On the Path to Forced Sobriety: The Church Spearheading the Temperance Movement

On the Path to Forced Sobriety: The Church Spearheading the Temperance Movement

ABSTRACT

The relationship held with liquor varies from person to person; a dear friend to those habituated to drinking however, a foe to those that lost a husband, a mother, a daughter and a son to liquor addiction, be it through consumption orharm induced by another consumer(s). The case of the Mizo Christians presents a unique construct on the making of a good Christian thoroughly rooted by the British Missionaries. One necessary pre-condition to the making of a good Christian was abstention from their beloved zu implying the renunciation to the ‘thing’ that held a tread that connected them to their cultural past. Thus, making abstention the symbol of the indigenized Christian and the culture left behind. The passing of years had only increased the Church’s aversion to the drink.

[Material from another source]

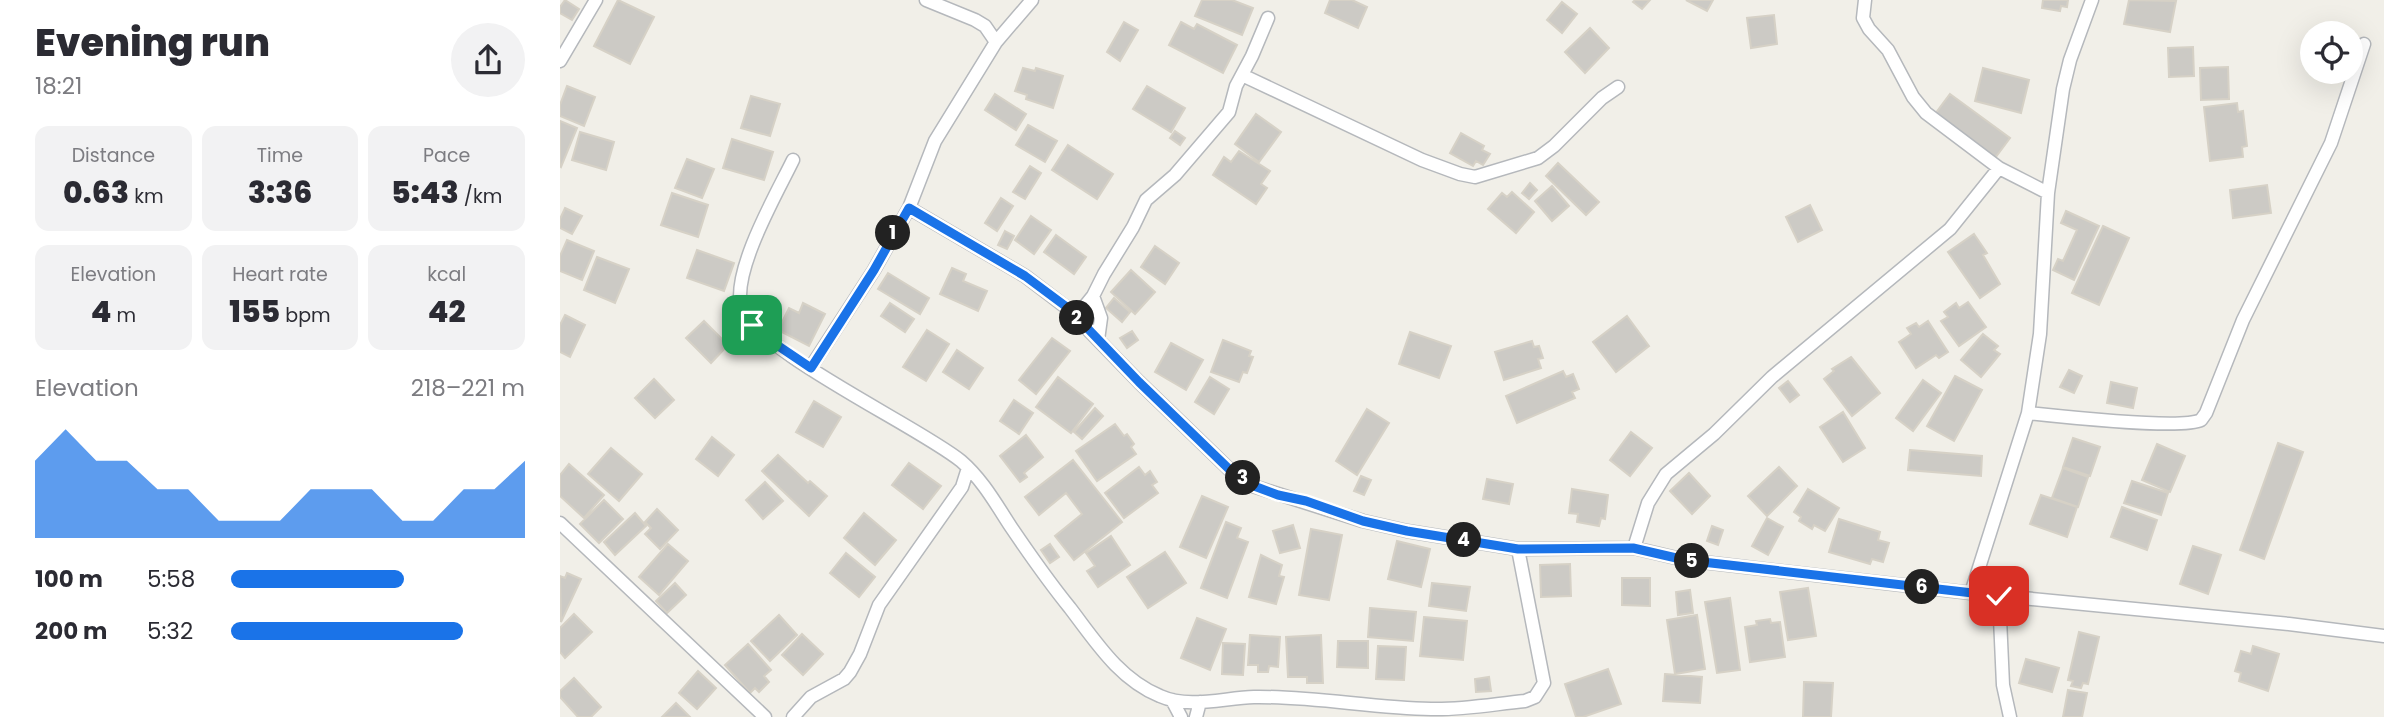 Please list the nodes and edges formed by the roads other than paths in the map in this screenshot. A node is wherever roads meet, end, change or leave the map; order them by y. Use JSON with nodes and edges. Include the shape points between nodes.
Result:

Government policy enforced in 1973 had caused for such varieties to be introduced in the state. Prior to the introduction of the Mizoram Excise Act, 1973, civil society had done much to curb the proliferation of country liquor. The Mizoram Presbyterian Church in particular had lobbied for ‘total prohibition’ since 1991 which resulted in the enforcement of their objective, leading the reluctant Government to implement ‘forced sobriety’ in the state.